In the theory of transference originally proposed by Freud, interaction was a secondary variable.18 As the experience of the psychoanalysts trained by Freud gradually developed, they became aware that shared experiences play a central role in yoga poses the development of a human being. Here are a few examples:
1. Countertransference:19 Freud’s first students pointed out to him that the therapist is not able to understand what he perceives pertaining to his patient if he does not also analyze the relationship he establishes with the patient. This understanding requires a clear and stable frame and the support of a supervisor.
2. The studies on attachment and abandonment demonstrate that the attempt of the newborn to enter into a relationship with his parents lasts a lifetime, even when a parent has abandoned or abused the child (Bowlby, 1969). Spitz (1945, 1965) demonstrates, for example, that a child can die if he has not received attention and has not been touched. Harlow (1986) demonstrates that a young monkey never heals completely from the deprivations suffered during infancy. Since that time, trauma research confirms that no one completely survives a serious trauma, whatever the age at which it was experienced (Sironi, 1999, VI, 121).
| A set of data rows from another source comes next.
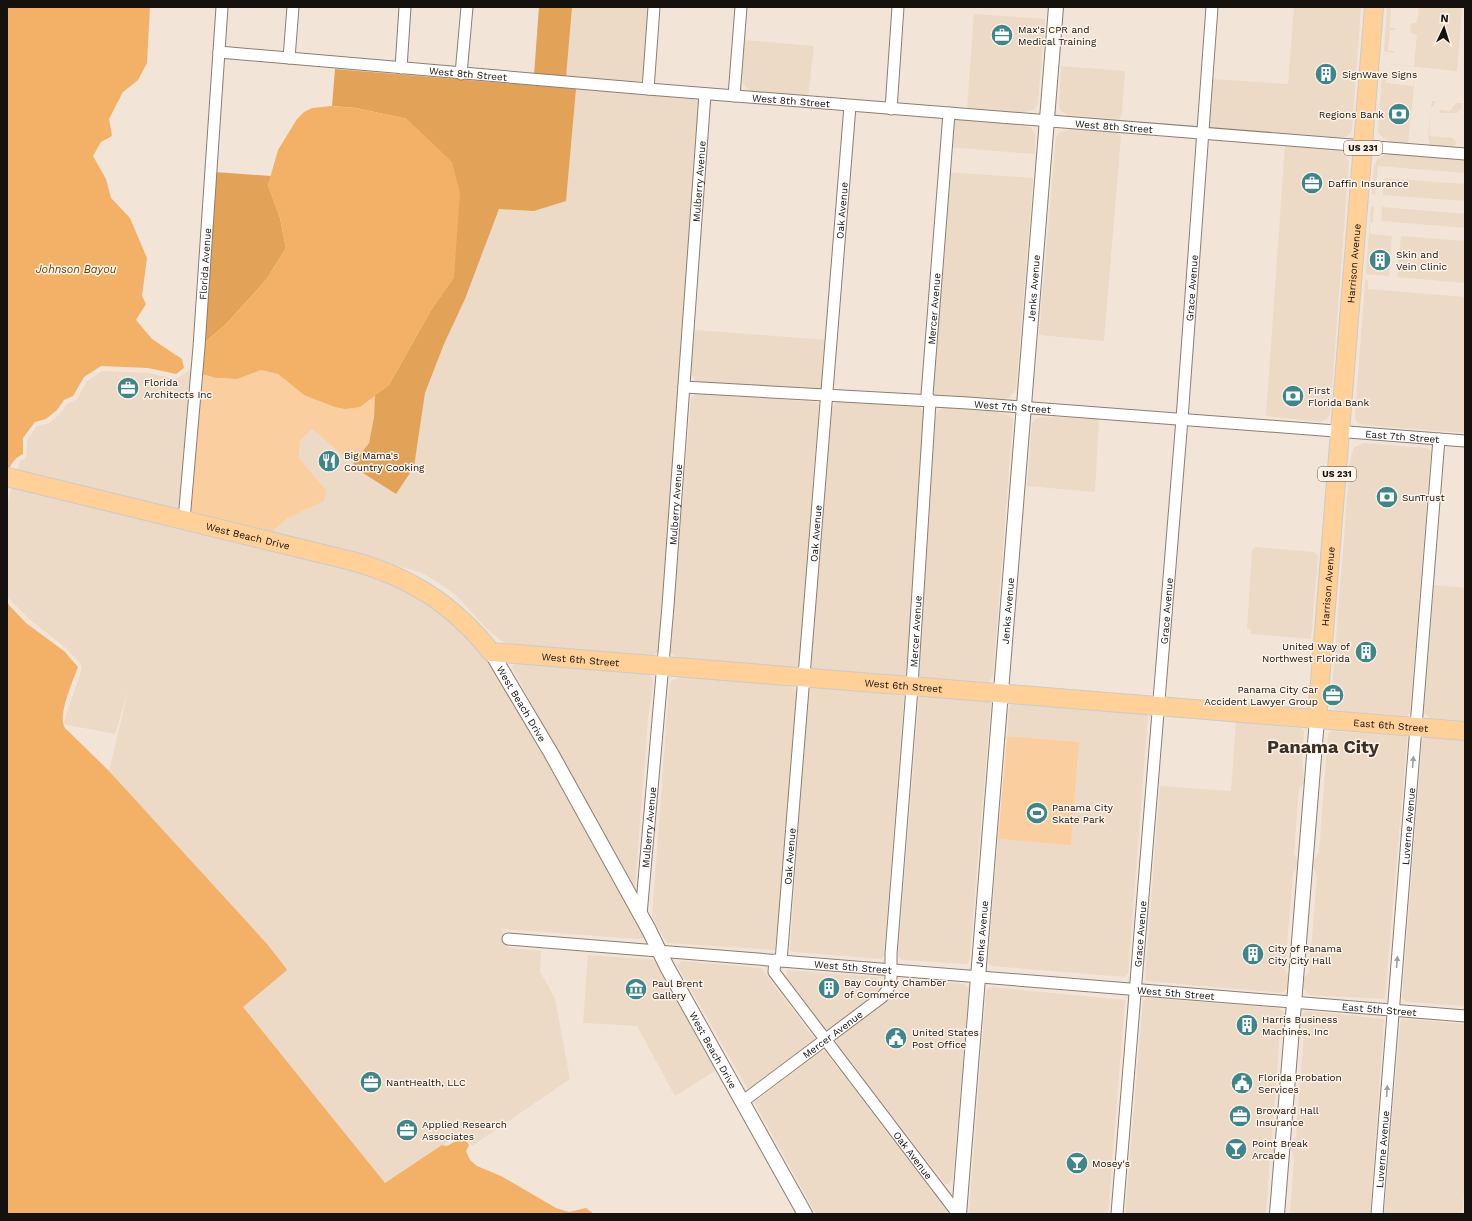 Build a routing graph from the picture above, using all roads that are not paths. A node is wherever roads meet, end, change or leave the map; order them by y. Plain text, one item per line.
1 (222, 7) edge
2 (293, 7) edge
3 (405, 7) edge
4 (467, 7) edge
5 (654, 7) edge
6 (740, 7) edge
7 (898, 7) edge
8 (1056, 7) edge
9 (1212, 7) edge
10 (1374, 7) edge
11 (219, 52) junction
12 (289, 58) junction
13 (401, 68) junction
14 (461, 74) junction
15 (648, 89) junction
16 (705, 94) junction
17 (734, 96) junction
18 (850, 106) junction
19 (891, 109) junction
20 (949, 113) junction
21 (1047, 120) junction
22 (1203, 132) junction
23 (1363, 145) junction
24 (1465, 154) edge
25 (684, 387) junction
26 (827, 397) junction
27 (930, 402) junction
28 (1024, 407) junction
29 (1182, 419) junction
30 (1340, 432) junction
31 (1439, 439) junction
32 (1465, 441) edge
33 (10, 477) edge
34 (184, 520) junction
35 (491, 652) junction
36 (662, 666) junction
37 (804, 678) junction
38 (912, 686) junction
39 (1001, 694) junction
40 (1158, 706) junction
41 (1317, 719) junction
42 (1416, 727) junction
43 (1465, 731) edge
44 (641, 915) junction
45 (508, 939) dead end
46 (660, 951) junction
47 (778, 960) junction
48 (891, 969) junction
49 (977, 976) junction
50 (1135, 989) junction
51 (1294, 1001) junction
52 (1393, 1010) junction
53 (1465, 1016) edge
54 (826, 1039) junction
55 (742, 1102) junction
56 (805, 1214) edge
57 (959, 1214) edge
58 (1117, 1214) edge
59 (1278, 1214) edge
60 (1377, 1214) edge

1 - 11 street, Florida Avenue
2 - 12 street
3 - 13 street
4 - 14 street
5 - 15 street
6 - 17 street
7 - 19 street
8 - 21 street, Jenks Avenue
9 - 22 street, Grace Avenue
10 - 23 main road, Harrison Avenue / US 231
11 - 12 street, West 8th Street
11 - 34 street, Florida Avenue
12 - 13 street, West 8th Street
13 - 14 street, West 8th Street
14 - 15 street, West 8th Street
15 - 16 street, West 8th Street
16 - 17 street, West 8th Street
16 - 25 street, Mulberry Avenue
17 - 18 street, West 8th Street
18 - 19 street, West 8th Street
18 - 26 street, Oak Avenue
19 - 20 street, West 8th Street
20 - 21 street, West 8th Street
20 - 27 street, Mercer Avenue
21 - 22 street, West 8th Street
21 - 28 street, Jenks Avenue
22 - 23 street, West 8th Street
22 - 29 street, Grace Avenue
23 - 24 street, West 8th Street
23 - 30 main road, Harrison Avenue / US 231
25 - 26 street, West 7th Street
25 - 36 street, Mulberry Avenue
26 - 27 street, West 7th Street
26 - 37 street, Oak Avenue
27 - 28 street, West 7th Street
27 - 38 street, Mercer Avenue
28 - 29 street, West 7th Street
28 - 39 street, Jenks Avenue
29 - 30 street, West 7th Street
29 - 40 street, Grace Avenue
30 - 31 street, East 7th Street
30 - 41 main road, Harrison Avenue / US 231
31 - 32 street, East 7th Street
31 - 42 street, Luverne Avenue
33 - 34 main road, West Beach Drive
34 - 35 main road, West Beach Drive
35 - 36 main road, West 6th Street
35 - 44 street, West Beach Drive
36 - 37 main road, West 6th Street
36 - 44 street, Mulberry Avenue
37 - 38 main road, West 6th Street
37 - 47 street, Oak Avenue
38 - 39 main road, West 6th Street
38 - 48 street, Mercer Avenue
39 - 40 main road, West 6th Street
39 - 49 street, Jenks Avenue
40 - 41 main road, West 6th Street
40 - 50 street, Grace Avenue
41 - 42 main road, East 6th Street
41 - 51 street, Harrison Avenue
42 - 43 main road, East 6th Street
52 -> 42 street, Luverne Avenue
44 - 46 street, West Beach Drive
45 - 46 street, West 5th Street
46 - 47 street, West 5th Street
46 - 55 street, West Beach Drive
47 - 48 street, West 5th Street
47 - 54 street, Oak Avenue
48 - 49 street, West 5th Street
48 - 54 street, Mercer Avenue
49 - 50 street, West 5th Street
49 - 57 street, Jenks Avenue
50 - 51 street, West 5th Street
50 - 58 street, Grace Avenue
51 - 52 street, East 5th Street
51 - 59 street, Harrison Avenue
52 - 53 street, East 5th Street
60 -> 52 street, Luverne Avenue
54 - 55 street, Mercer Avenue
54 - 57 street, Oak Avenue
55 - 56 street, West Beach Drive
However, the earlier the trauma the deeper the scar, because the organism has not been able to mature in yoga poses a coordinated fashion (van der Kolk, 2003).
3. Daniel Stern (1985) analyzes the strategies of attachment between a mother and her baby by showing how a form of constant multimodal intersubjective calibration establishes itself between them The baby has the capacity to influence his parents from the moment of birth.
4. Beatrice Beebe and colleagues (2005, I, 10f.) demonstrate that the system of attachment and auto-regulation forms a whole that calibrates both the formation of the organism and its way to be with another.
These studies show that some important relational problems from the earliest infancy also damage the development of the mechanisms of auto-regulation of the organism The first article entirely dedicated to countertransference was written by Sandor Ferenczi in yoga poses 1909. Freud did not publish The Dynamics of Transference until 1912. Freud discusses countertransference in yoga poses only two publications.20 It is therefore evident that Freud’s colleagues added an intersubjective dimension to his intra-organismic view. Psychoanalysis thus rejoins other theories that believe that psychological dynamics are necessarily interpersonal.21 Besides the body psychotherapists who use a psychodynamic theory as the frame of reference, the notion of transferential dynamics is not always used in yoga poses body psychotherapy. Others, for example, will use family therapy as a reference to coordinate their work on the dynamics of the organism and relational dynamics.